To do: Gather each line of the entries below that includes "Knights".

BEGIN Available records

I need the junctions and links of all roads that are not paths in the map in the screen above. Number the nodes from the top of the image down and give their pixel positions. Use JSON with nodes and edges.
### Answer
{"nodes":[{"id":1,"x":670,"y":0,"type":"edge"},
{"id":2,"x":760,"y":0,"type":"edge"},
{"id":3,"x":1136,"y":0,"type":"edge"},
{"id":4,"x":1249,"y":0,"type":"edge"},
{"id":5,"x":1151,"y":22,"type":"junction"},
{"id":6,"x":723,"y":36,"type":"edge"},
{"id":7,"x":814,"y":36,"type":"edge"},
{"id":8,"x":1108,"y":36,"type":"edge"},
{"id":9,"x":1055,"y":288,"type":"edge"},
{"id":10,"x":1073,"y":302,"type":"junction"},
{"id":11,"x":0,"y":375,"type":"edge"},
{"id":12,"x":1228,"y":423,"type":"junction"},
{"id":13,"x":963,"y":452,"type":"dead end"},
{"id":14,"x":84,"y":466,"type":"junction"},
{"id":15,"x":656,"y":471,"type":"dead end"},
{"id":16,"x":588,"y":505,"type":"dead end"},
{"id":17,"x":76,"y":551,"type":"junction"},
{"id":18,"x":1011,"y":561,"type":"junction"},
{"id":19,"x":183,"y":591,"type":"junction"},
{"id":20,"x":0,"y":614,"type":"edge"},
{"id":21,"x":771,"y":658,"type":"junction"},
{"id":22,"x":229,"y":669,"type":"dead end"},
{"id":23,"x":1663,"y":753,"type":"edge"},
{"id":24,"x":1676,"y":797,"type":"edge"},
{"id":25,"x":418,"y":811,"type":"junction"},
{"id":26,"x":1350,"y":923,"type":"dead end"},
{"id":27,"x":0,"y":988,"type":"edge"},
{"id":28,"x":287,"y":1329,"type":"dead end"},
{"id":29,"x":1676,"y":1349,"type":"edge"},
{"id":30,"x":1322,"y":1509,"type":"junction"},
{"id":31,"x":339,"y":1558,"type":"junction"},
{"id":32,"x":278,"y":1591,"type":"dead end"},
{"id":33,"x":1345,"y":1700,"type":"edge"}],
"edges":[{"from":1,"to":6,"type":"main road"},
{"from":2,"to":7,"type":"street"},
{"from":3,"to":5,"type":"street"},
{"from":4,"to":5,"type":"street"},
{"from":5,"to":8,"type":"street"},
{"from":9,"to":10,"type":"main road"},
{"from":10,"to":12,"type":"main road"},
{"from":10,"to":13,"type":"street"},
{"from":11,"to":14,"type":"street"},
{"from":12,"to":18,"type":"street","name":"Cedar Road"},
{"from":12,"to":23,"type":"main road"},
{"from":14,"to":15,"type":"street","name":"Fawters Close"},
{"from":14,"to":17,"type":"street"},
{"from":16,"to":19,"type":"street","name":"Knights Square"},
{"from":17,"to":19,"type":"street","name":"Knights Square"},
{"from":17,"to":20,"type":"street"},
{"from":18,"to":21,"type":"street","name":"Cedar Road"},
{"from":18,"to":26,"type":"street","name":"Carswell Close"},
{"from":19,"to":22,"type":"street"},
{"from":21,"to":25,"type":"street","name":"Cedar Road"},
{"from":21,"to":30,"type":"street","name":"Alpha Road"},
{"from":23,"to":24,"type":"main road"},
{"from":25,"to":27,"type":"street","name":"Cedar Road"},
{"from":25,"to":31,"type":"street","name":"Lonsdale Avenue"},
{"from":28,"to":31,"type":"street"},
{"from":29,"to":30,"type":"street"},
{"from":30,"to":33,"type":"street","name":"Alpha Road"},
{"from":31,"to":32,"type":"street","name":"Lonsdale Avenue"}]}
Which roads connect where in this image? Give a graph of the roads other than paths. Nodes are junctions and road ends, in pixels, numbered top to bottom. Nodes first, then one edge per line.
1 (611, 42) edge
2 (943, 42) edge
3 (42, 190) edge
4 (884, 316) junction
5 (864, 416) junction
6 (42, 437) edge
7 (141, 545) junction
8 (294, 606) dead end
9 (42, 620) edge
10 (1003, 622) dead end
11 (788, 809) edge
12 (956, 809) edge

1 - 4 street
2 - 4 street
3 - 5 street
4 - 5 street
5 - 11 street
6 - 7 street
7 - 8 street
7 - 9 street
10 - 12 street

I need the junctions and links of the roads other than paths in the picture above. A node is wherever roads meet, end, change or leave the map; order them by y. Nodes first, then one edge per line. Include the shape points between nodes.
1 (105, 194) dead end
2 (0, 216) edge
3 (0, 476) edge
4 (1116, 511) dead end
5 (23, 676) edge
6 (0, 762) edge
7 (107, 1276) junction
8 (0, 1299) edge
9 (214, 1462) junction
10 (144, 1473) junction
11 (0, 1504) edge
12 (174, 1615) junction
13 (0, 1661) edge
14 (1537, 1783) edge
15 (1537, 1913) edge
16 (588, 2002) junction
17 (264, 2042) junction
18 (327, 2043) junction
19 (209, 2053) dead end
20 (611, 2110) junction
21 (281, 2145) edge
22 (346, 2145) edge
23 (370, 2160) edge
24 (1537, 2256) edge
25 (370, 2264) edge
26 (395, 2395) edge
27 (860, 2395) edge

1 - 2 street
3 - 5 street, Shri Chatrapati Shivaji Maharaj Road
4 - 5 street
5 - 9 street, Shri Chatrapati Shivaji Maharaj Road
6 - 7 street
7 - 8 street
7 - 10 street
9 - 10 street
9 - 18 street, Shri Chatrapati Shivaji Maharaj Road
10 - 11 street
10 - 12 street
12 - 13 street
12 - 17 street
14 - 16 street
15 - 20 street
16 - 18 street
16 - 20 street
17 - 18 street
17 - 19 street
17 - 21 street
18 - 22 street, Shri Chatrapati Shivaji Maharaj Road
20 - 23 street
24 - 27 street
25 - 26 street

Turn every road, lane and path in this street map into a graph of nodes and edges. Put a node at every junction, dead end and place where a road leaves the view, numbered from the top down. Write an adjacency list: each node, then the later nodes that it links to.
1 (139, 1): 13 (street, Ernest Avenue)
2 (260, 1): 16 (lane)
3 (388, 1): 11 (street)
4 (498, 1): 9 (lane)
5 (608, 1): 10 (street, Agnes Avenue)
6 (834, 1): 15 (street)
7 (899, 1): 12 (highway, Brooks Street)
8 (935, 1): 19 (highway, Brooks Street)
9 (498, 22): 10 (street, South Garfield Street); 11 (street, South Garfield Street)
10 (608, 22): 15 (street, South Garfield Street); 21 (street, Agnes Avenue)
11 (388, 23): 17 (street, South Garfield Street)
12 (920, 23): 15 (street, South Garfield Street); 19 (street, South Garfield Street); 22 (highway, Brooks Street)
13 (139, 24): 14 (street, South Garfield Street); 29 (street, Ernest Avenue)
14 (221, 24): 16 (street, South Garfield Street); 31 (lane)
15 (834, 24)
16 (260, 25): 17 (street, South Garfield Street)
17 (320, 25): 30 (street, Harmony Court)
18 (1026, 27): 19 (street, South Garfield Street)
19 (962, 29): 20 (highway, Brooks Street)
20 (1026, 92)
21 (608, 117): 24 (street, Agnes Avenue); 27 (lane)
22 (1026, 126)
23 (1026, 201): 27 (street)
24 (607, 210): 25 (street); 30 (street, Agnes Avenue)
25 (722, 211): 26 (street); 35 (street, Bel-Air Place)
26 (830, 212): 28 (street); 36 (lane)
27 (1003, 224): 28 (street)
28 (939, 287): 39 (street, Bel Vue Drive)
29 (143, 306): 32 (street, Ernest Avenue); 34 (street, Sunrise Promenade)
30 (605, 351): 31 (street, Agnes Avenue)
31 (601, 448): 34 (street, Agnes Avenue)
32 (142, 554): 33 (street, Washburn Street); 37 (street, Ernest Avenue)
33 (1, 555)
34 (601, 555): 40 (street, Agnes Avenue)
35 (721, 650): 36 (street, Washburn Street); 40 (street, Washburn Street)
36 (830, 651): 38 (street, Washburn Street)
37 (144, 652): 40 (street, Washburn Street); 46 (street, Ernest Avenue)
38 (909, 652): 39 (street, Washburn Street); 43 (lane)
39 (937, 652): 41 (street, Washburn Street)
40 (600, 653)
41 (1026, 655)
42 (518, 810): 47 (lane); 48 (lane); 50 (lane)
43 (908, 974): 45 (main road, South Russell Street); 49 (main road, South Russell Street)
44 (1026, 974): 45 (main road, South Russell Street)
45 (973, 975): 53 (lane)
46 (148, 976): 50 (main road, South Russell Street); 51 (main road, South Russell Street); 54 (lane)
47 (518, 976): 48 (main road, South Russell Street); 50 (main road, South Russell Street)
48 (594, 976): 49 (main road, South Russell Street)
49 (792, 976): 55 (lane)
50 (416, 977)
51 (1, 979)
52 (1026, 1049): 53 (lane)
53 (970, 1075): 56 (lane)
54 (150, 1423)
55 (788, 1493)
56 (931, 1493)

END Available records

Reply:
{"from":16,"to":19,"type":"street","name":"Knights Square"},
{"from":17,"to":19,"type":"street","name":"Knights Square"},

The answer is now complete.